Brake pads are a part of disc used in automotive and other applications. Brake pads are steel backing plates with friction material bonded to the surface that the disc brake rotor.
Brake Pads – Function
Brake pads convert the kinetic energy of the vehicle to thermal energy through friction. Two pads are included in the caliper with their friction surfaces facing the rotor. When the hydraulic brakes are applied, the caliper clamps or squeezes the two pads together in the spinning rotor to slow / stop the car. If a brake pad is heated by contact with a rotor, gives the small amounts of friction material rotate the disk gray. The brake pad and disc (both now with friction material) and “stick” to each other, causing friction that the vehicle stops.
In disc brake applications, there are usually two brake pads each rotor disc, held in place and operated by a thickness, mounted on a wheel hub or suspension upright. Although almost all road vehicles have only two brake pads per caliper, racing calipers using six pads, with different frictional properties in a staggered pattern for best performance. Depending on the properties of the material can vary disc wear and tear. The brake pads must usually be replaced regularly (depending on the path of material) and most have a system to warn the driver when this should occur. Some have a thin piece of soft metal that causes the brakes to squeal when the pads are too thin, while others have a soft metal tab embedded in the pad material that closes an electric circuit and lights a lamp when the pads are thin. More expensive cars may use an electronic sensor.
Brake Pads – Technology
Advantages of disc brakes
These brakes are better stopping performance than comparable drum brakes, including resistance to “fading” caused by the overheating of brake components, and are able to recover quickly from immersion (wet brakes are less effective).Unlike a drum brake disc not own servo effect the braking force is always proportional to the pressure on the brake pedal or lever but many disc brake systems ratification (“brake booster”) to reduce the driver’s pedal effort.
Brake Pads – Types
There are many types of brake pads, depending on the intended use of the vehicle, very soft and aggressive (like racing applications) and harder more durable and less aggressive compounds. Most car manufacturers recommend a specific type of brake pad for their vehicle, but connections can be changed (either by buying a different brand of pad or upgrading to a performance path within range of a manufacturer) based on personal taste and driving style. There must always be taken into account when installing non-standard brake pads, as operating temperature range can vary, such as performance pads not braking efficiently when cold or standard pads fading under hard driving. In cars that suffer from excessive fading, the problem can be minimized by installing better quality and more aggressive brake pads.
Brake Pads – Materials
Brake materials ranging from asbestos to organic or semi-metallic formulations.Each of these materials has proven advantages and disadvantages regarding environmental friendliness, wear, noise, stop and powerful. Semi-metallic pads provide the strength and heat away from rotors, but also noise and are abrasive enough to increase rotor wear.

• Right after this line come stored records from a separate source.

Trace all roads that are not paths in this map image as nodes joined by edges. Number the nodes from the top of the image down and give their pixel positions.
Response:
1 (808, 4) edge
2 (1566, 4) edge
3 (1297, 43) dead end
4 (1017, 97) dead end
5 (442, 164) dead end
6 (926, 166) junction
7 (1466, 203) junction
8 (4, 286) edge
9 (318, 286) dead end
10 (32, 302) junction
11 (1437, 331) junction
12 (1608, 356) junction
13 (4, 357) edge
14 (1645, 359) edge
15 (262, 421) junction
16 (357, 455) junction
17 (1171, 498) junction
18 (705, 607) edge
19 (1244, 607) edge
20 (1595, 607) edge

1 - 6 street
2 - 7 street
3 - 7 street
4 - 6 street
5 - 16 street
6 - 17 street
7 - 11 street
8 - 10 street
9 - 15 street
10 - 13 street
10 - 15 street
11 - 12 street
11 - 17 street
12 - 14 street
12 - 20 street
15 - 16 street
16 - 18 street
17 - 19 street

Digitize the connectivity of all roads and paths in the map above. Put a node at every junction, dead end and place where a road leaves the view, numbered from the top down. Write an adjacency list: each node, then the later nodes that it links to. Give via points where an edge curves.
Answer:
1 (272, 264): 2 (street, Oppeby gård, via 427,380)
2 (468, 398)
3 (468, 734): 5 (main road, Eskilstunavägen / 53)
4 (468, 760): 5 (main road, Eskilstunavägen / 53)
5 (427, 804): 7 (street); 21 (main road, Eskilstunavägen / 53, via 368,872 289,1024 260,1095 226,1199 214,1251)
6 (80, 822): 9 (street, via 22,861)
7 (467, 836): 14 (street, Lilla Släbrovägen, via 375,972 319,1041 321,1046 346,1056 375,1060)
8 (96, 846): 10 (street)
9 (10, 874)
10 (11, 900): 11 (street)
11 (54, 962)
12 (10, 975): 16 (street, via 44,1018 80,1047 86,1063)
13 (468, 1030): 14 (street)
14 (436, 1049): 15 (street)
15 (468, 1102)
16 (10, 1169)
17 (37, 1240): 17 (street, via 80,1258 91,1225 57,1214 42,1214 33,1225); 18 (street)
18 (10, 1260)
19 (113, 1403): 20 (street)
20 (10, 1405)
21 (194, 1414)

Ceramic fibers and copper compounds in place of steel, the semi-metal path of the fibers suitable for higher temperatures with less heat disappears and generating less dust and wear on both the pads and rotors. They also provide much quieter running through the ceramic composition which dampen noise by shifting the resonance frequency above the human hearing range and use less metal (about 15% metal content).
There are environmental factors that govern selection of brake materials. Thus, the recent legislation in Washington State (SSB 6557) and other countries limit the amount of copper may be used in friction materials, to eventually be reduced to sums to detect. Other materials such as antimony compounds will also be controlled.
Asbestos widely used in electrodes for the heat resistance, but because of the health risks has been replaced by other materials such as mineral wool, cellulose, aramid, PAN, chopped glass, steel and brass fibers. Depending on the properties of the material, the disc wear vary. The properties that determine material wear involve trade-offs between performance and longevity. Newer pads can be exotic materials such as ceramics, aramid and other plastics.
Vehicles different braking systems. Friction materials offer application-specific formulas and designs. Brake pads with a higher coefficient of friction provide good braking with less pedal pressure requirement, but tend to lose efficiency at higher temperatures, helping reduce stopping distances. Brake pad with a small and constant coefficient of friction does not lose efficiency at higher temperatures and is stable, but a higher brake pressure.